The most powerful message ever preached was from Christ’s pulpit of love—the cross. From it we hear, “For God so loved the world, that he gave his only Son, that whoever believes in him should not perish but have eternal life” (Jn 3:16). From it we also hear an even deeper explanation of its tacit proclamation: “I do as the Father has commanded me, so that the world may know that I love the Father” (Jn 14:31).
This was the greatest reason given for His willful subjection to betrayal, Satan, the power evil, and the violent hatred of sinful men that would soon befall Him. While the “ruler of this world” will appear to be “ruling” on that fateful night (Jn 14:30), Jesus assured His eleven trouble-hearted disciples that indeed He was the one in control of the situation (Jn 14:31). He was walking into the darkest of all storms, the greatest of all evils, the deepest of all pain, to show the world that He loves the Father. This love is the bedrock of our salvation.
This day, I pray that you would meditate on that great fountain of your salvation, namely Christ’s love for the Father. When you fail to love God perfectly, look to the One who does and thank Him for His substitution.

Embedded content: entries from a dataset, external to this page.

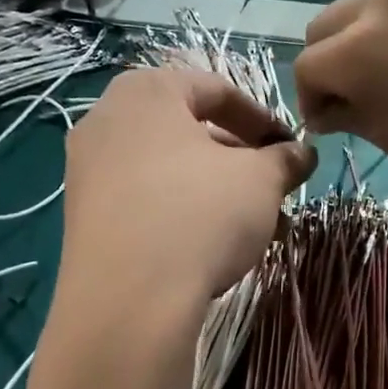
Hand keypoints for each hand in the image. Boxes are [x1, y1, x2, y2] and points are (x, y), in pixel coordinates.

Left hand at [61, 69, 315, 303]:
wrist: (129, 299)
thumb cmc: (201, 213)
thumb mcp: (261, 180)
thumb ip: (285, 158)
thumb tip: (303, 153)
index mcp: (148, 91)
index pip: (217, 89)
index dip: (263, 118)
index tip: (290, 148)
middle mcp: (108, 120)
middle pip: (190, 130)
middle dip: (240, 160)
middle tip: (273, 188)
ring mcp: (88, 169)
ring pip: (170, 169)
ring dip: (217, 190)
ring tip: (255, 226)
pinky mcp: (84, 216)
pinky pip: (145, 200)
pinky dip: (183, 212)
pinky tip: (215, 246)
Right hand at [294, 0, 387, 208]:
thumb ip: (347, 113)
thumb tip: (326, 110)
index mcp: (358, 47)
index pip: (307, 67)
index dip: (310, 101)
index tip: (328, 125)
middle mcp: (379, 0)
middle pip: (324, 27)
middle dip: (328, 64)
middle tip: (350, 100)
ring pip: (360, 8)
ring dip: (358, 41)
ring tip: (385, 76)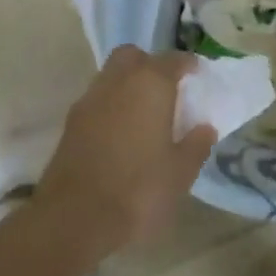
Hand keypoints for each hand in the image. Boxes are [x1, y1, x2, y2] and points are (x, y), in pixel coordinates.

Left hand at [38, 46, 215, 252]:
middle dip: (150, 64)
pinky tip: (122, 133)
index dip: (188, 65)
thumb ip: (196, 144)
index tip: (198, 75)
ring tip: (145, 113)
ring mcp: (89, 101)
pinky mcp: (70, 124)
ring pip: (111, 76)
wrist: (74, 219)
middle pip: (133, 56)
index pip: (172, 60)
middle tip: (167, 88)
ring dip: (128, 85)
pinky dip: (111, 106)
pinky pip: (97, 101)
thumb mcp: (181, 172)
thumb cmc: (139, 190)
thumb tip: (205, 127)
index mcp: (150, 85)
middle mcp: (117, 83)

The subject of so many of our hymns and spiritual songs are centered on Christ’s love for us. This indeed is a precious truth that we scarcely appropriate in our senses. I dare say that we who have some sense of our own sin more often feel lost than we feel loved. Still this is an irrefutable grace, one that the repentant believer can find great comfort in, that Christ’s sacrifice was a demonstration of God’s love toward us (Jn 15:13; Rom 5:8; Gal 2:20; Eph 5:2)—but even this is not the deepest anchor of our salvation.
We render that grand dictum, “the chief end of man is to glorify God,” meaningless if we then think that the chief end of God is to save man. We are not truly God-centered if we believe that God is man-centered.
According to popular evangelical thought, we might expect Jesus to say that “[I go to the cross], so that the world may know that I love you” (Jn 14:31). But instead, His highest hunger, His deepest desire, His most pervasive passion is the demonstration of His love to the Father. He willfully emptied Himself, “and being found in human form, he humbled himself by becoming obedient to the point of death, even death on a cross” (Phil 2:8)—so that the world may know that He loves the Father.
The only perfect man was God-centered. His heart beat for God. He told Judas to do quickly what he was about to do (Jn 13:27), and not long after urged the remaining disciples to rise and head to the place of His betrayal (Jn 14:31)—not to encourage the evil, but to show how earnest He was to demonstrate His love for the Father.
“The love relationships within the Trinity,” says Carson, “are logically prior to the love of God for the world.” To us, the cross is Christ’s demonstration of His love for us. To Christ, it is first His demonstration of His love to the Father. It has been said that we look at the cross and see the sin offering (what the cross has wrought for us). Christ looked at the cross and saw the burnt offering (what the cross wrought for the Father).
In the wisdom of God, the cross becomes Christ’s pulpit of love: proclaiming to the world the perfect love of the Son to the Father. A love designed to overflow for the atonement of poor helpless sinners, without making them the chief end of God. We are perfectly loved through the perfect love of the Son to the Father. We do not always feel it to be true, but feelings are not an accurate measure of reality.
So today, when you do not feel the power of this love, set you mind on this: The Son’s love for the Father and the Father’s love for the Son is unfailing, all-powerful, passionate, everlasting, and perfect. We are redeemed by a love that we have not achieved, nor can sustain. Our life and eternity is altogether different because of this. This is what matters most today.
When you fail to love God perfectly, look to the One who does and thank Him for His substitution. This is the message from Christ’s pulpit of love.